Reduction of homestead value for fraudulent additions
A new § 522(o) reduces the value of a debtor’s homestead, for purposes
of a state homestead exemption, to the extent of any addition to the value
(which would include renovations, additions or other things which may have
been done to increase the value) of the homestead on account of a
disposition of nonexempt property made by the debtor — made with the
actual intent to hinder, delay, or defraud creditors — during the 10
years prior to the bankruptcy filing. This provision involves converting
property and assets for subsequent use to increase the value of a
homestead. For example, if a debtor sold several valuable automobiles that
were otherwise nonexempt property and used the proceeds to build an
addition or undertake home improvements on an existing homestead property.

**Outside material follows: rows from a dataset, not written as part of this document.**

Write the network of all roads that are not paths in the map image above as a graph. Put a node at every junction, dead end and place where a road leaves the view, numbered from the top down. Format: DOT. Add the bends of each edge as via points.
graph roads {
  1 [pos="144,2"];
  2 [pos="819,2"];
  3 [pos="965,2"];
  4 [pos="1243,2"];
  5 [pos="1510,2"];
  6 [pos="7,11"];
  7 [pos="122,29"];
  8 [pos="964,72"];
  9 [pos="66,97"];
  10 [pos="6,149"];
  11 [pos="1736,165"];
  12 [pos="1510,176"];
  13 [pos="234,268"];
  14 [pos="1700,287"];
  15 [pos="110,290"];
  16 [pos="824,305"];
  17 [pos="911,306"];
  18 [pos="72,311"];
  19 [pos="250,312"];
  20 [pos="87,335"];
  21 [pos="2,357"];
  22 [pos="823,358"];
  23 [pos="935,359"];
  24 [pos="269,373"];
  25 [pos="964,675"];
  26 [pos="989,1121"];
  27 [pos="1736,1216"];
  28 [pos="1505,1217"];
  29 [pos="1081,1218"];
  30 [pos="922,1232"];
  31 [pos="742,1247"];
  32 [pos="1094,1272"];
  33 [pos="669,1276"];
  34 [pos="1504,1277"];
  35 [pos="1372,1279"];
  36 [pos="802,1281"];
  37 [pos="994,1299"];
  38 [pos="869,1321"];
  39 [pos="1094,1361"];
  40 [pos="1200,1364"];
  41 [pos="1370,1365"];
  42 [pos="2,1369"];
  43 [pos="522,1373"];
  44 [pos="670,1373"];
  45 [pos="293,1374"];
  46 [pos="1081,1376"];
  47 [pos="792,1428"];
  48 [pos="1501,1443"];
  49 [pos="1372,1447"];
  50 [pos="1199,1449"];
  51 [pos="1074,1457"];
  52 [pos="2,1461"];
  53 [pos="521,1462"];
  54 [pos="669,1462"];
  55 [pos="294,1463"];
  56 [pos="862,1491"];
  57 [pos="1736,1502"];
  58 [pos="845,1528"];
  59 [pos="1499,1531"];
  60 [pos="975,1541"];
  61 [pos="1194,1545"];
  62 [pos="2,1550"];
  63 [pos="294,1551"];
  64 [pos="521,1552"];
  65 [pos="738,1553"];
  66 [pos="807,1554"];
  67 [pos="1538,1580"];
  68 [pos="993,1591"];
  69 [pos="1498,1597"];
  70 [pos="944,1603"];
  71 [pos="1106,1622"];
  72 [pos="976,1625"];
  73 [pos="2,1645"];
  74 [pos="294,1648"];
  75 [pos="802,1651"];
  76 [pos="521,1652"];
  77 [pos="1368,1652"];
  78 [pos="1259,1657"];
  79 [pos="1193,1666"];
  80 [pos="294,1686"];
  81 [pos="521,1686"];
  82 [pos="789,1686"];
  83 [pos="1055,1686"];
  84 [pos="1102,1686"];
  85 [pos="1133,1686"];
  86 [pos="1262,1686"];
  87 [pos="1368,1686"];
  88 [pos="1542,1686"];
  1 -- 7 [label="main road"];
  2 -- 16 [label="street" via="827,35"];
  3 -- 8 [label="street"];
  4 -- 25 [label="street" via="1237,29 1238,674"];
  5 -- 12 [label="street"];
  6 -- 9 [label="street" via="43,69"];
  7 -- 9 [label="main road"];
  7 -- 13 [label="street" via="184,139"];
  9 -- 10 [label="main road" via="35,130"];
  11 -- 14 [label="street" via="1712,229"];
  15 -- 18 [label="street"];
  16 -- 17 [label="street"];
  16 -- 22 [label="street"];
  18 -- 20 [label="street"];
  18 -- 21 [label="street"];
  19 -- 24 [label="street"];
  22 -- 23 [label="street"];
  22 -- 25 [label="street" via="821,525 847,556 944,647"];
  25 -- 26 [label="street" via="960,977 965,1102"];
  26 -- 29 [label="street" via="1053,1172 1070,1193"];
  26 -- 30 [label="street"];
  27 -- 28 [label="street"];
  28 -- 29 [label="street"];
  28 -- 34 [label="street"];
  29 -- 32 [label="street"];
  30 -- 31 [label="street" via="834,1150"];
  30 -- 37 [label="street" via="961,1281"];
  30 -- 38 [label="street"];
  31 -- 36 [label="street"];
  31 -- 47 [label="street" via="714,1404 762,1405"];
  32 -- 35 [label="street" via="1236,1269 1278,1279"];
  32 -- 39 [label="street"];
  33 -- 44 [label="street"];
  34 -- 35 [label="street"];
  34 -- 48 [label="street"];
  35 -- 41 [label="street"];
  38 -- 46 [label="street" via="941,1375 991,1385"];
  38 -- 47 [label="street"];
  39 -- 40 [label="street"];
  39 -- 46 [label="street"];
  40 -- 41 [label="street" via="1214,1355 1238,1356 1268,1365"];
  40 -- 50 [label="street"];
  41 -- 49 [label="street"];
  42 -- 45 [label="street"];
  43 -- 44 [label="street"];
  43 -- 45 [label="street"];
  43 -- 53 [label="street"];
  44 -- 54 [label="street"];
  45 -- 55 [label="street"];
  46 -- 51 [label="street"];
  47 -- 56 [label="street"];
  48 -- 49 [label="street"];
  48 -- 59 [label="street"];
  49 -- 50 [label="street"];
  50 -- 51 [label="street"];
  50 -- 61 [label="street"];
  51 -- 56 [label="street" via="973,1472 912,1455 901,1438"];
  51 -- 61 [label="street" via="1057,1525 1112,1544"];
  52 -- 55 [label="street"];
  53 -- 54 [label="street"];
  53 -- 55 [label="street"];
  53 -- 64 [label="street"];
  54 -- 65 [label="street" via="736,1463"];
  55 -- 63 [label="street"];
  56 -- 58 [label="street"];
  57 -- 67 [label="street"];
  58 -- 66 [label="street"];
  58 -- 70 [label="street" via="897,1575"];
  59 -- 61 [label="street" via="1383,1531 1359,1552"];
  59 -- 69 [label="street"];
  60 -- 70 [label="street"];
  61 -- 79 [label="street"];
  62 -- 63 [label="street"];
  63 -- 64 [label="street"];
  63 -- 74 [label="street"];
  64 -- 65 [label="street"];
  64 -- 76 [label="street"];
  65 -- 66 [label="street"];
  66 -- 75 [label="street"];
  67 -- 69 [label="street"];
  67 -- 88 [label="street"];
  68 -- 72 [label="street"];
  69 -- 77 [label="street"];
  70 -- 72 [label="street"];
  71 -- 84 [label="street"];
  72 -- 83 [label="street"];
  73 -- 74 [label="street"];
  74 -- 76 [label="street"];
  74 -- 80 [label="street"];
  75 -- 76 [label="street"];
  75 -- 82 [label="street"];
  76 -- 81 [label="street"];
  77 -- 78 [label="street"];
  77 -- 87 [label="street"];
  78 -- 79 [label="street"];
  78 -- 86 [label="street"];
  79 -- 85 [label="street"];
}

This would have the effect of shielding the value of these prior
non-exempt assets insofar as a debtor could presumably increase the value
of equity in a particular homestead asset and draw the equity out through
a credit line or refinance. This provision prevents this type of activity.
This is the fraudulent conveyance aspect of the statute that relates to
the conversion of non-exempt assets to exempt assets as part a scheme to
defraud creditors. It is unclear on how this will affect the housing
market, but the practice of liquidating assets for the purchase of
homestead-protected real property is done frequently enough to warrant the
change. From an anecdotal standpoint, the practice will typically involve
a quickly closed cash deal on residential property, which is rarely
negotiated. This may temporarily inflate purchase prices in a specific
location, but it is unlikely to have any far reaching market effect. It
does, however, factor into the cumulative effect of the new law.
Under a new § 522(p), any value in excess of
$125,000 — without regard to the debtor’s intent — that is added to
a homestead during the 1,215-day (approximately three years, four months)
preceding the bankruptcy filing, may not be included in a state homestead
exemption unless the same is the principal residence of a family farmer.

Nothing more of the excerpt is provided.